__INFORMATION GIVEN__:
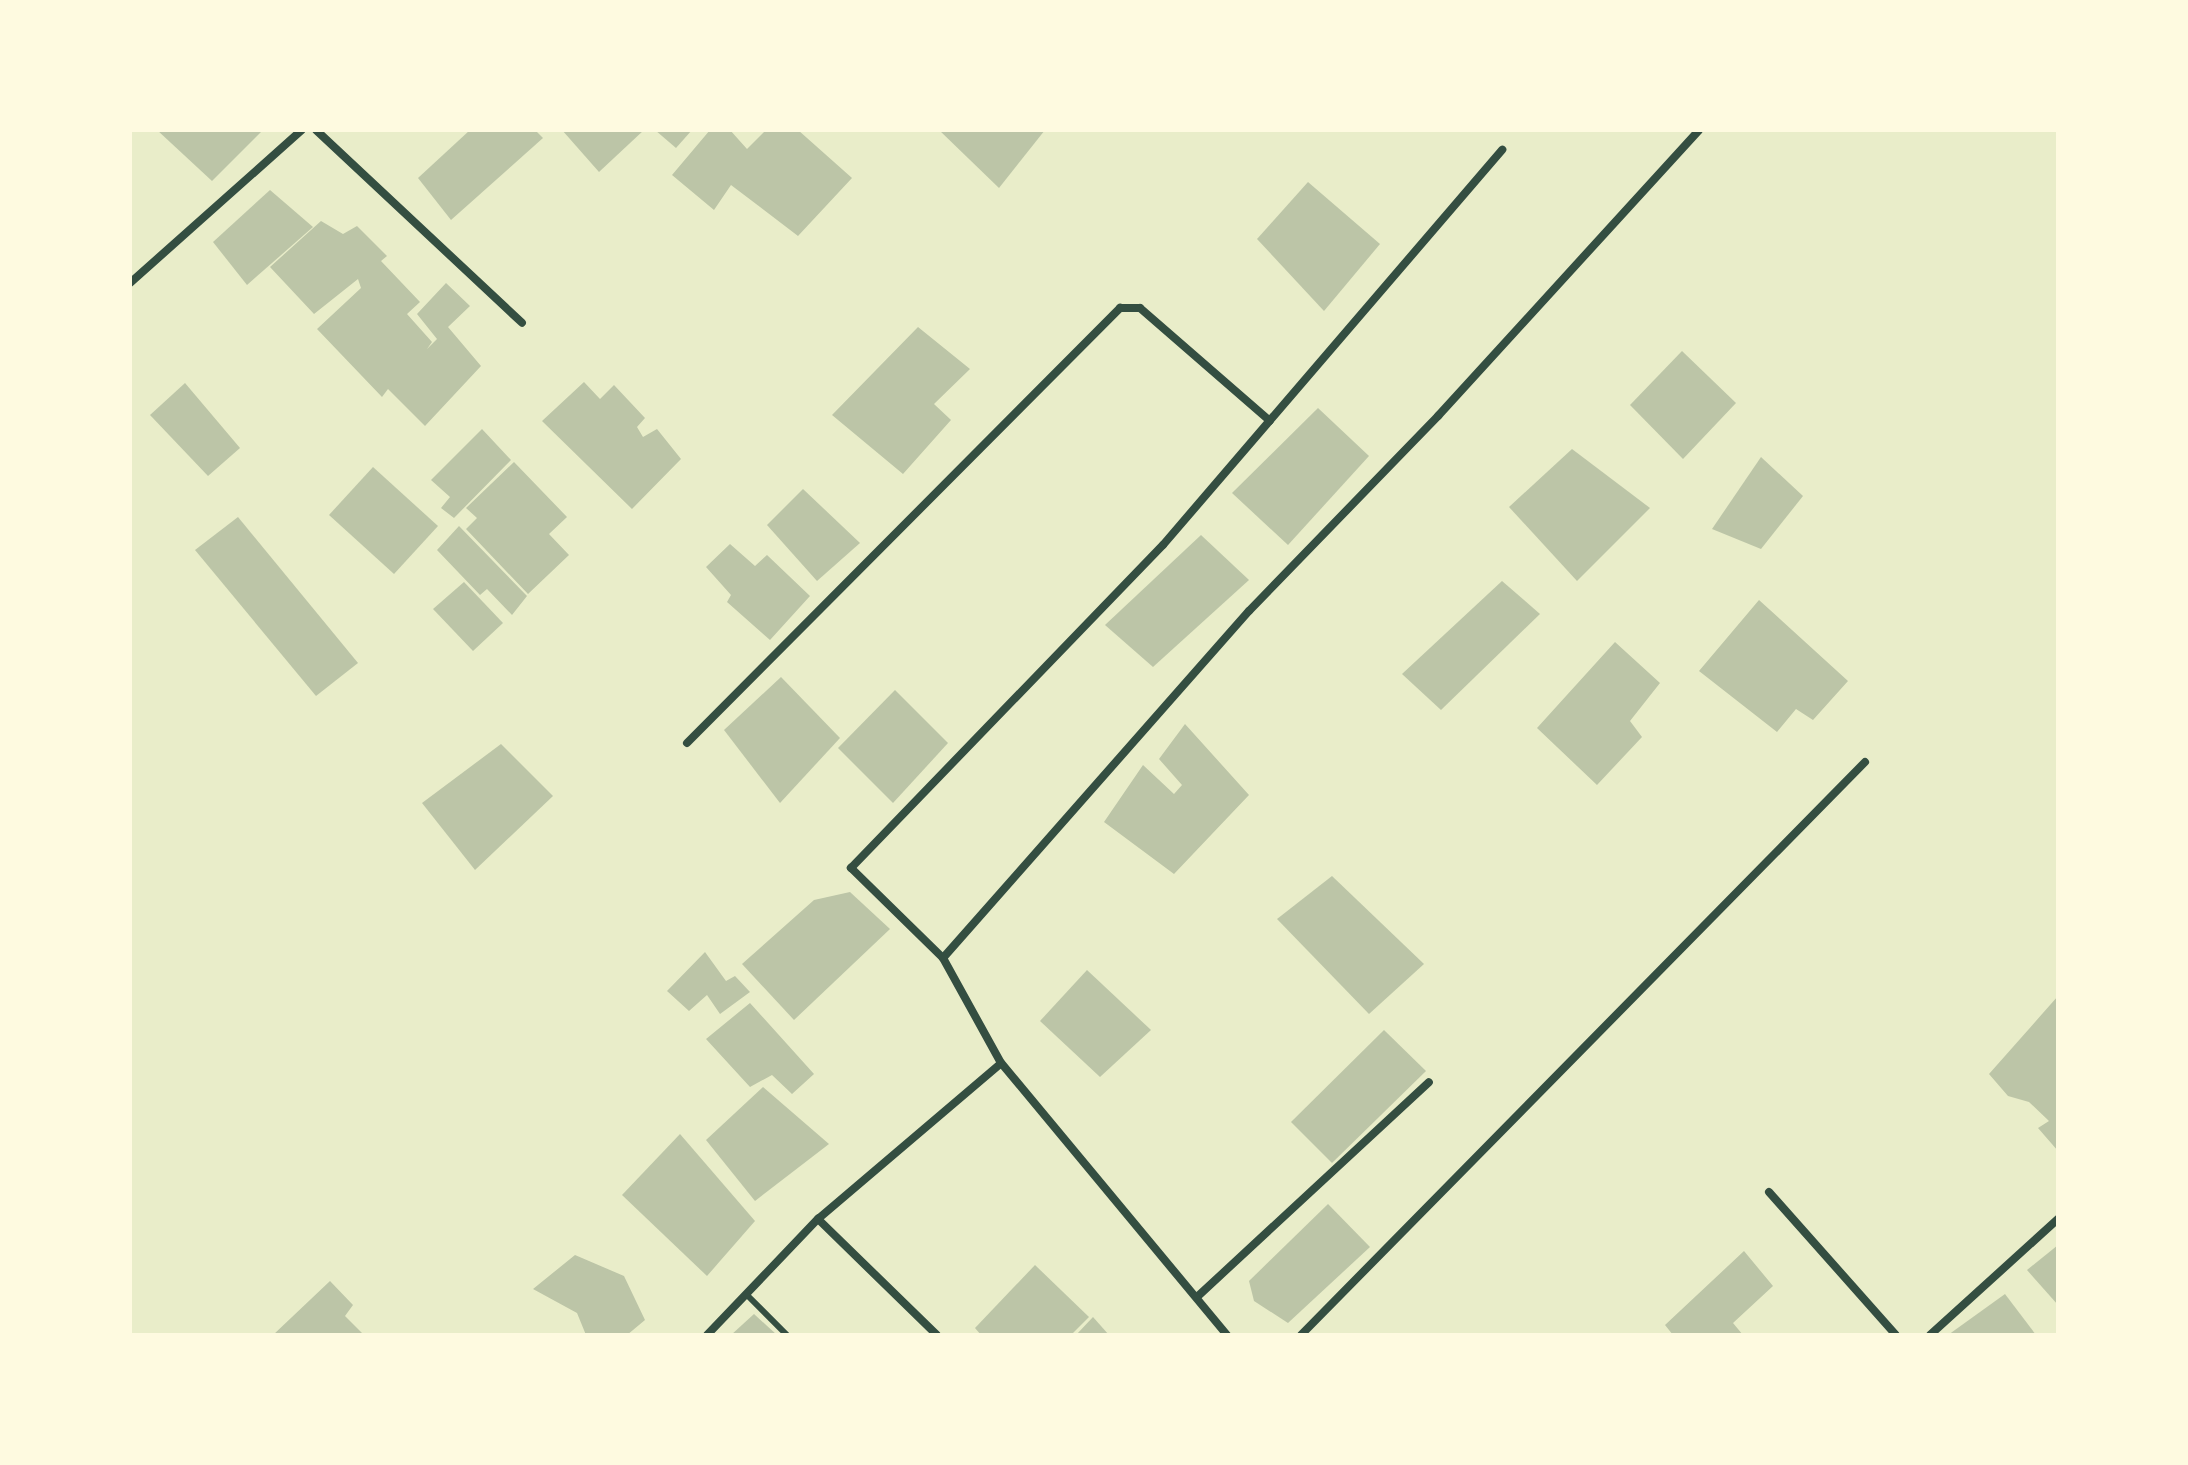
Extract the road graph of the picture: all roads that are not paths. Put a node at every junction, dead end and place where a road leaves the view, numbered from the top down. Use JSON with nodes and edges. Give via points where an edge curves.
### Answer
{"nodes":[{"id":1,"x":302,"y":130,"type":"edge"},
{"id":2,"x":316,"y":130,"type":"edge"},
{"id":3,"x":1699,"y":130,"type":"edge"},
{"id":4,"x":1502,"y":150,"type":"dead end"},
{"id":5,"x":130,"y":283,"type":"edge"},
{"id":6,"x":522,"y":323,"type":"dead end"},
{"id":7,"x":1270,"y":421,"type":"junction"},
{"id":8,"x":687,"y":743,"type":"dead end"},
{"id":9,"x":1865,"y":762,"type":"dead end"},
{"id":10,"x":943,"y":958,"type":"junction"},
{"id":11,"x":1001,"y":1063,"type":"junction"},
{"id":12,"x":1429,"y":1082,"type":"dead end"},
{"id":13,"x":1769,"y":1192,"type":"dead end"},
{"id":14,"x":818,"y":1219,"type":"junction"},
{"id":15,"x":2058,"y":1219,"type":"edge"},
{"id":16,"x":746,"y":1294,"type":"junction"},
{"id":17,"x":1197,"y":1297,"type":"junction"},
{"id":18,"x":707,"y":1335,"type":"edge"},
{"id":19,"x":787,"y":1335,"type":"edge"},
{"id":20,"x":937,"y":1335,"type":"edge"},
{"id":21,"x":1227,"y":1335,"type":"edge"},
{"id":22,"x":1301,"y":1335,"type":"edge"},
{"id":23,"x":1896,"y":1335,"type":"edge"},
{"id":24,"x":1930,"y":1335,"type":"edge"}],
"edges":[{"from":1,"to":5,"type":"street"},
{"from":2,"to":6,"type":"street"},
{"from":3,"to":10,"type":"street","via":[[1438,416],[1249,611]]},
{"from":4,"to":7,"type":"street"},
{"from":7,"to":8,"type":"street","via":[[1140,308],[1120,308]]},
{"from":7,"to":10,"type":"street","via":[[1163,545],[851,868]]},
{"from":9,"to":22,"type":"street"},
{"from":10,"to":11,"type":"street"},
{"from":11,"to":14,"type":"street"},
{"from":11,"to":17,"type":"street"},
{"from":12,"to":17,"type":"street"},
{"from":13,"to":23,"type":"street"},
{"from":14,"to":16,"type":"street"},
{"from":14,"to":20,"type":"street"},
{"from":15,"to":24,"type":"street"},
{"from":16,"to":18,"type":"street"},
{"from":16,"to":19,"type":"lane"},
{"from":17,"to":21,"type":"street"}]}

__AIM OF THE EXERCISE__:
Using the records, find the number of lines in which the string "edges" occurs. Reply with that number alone.

__YOUR RESPONSE__:
2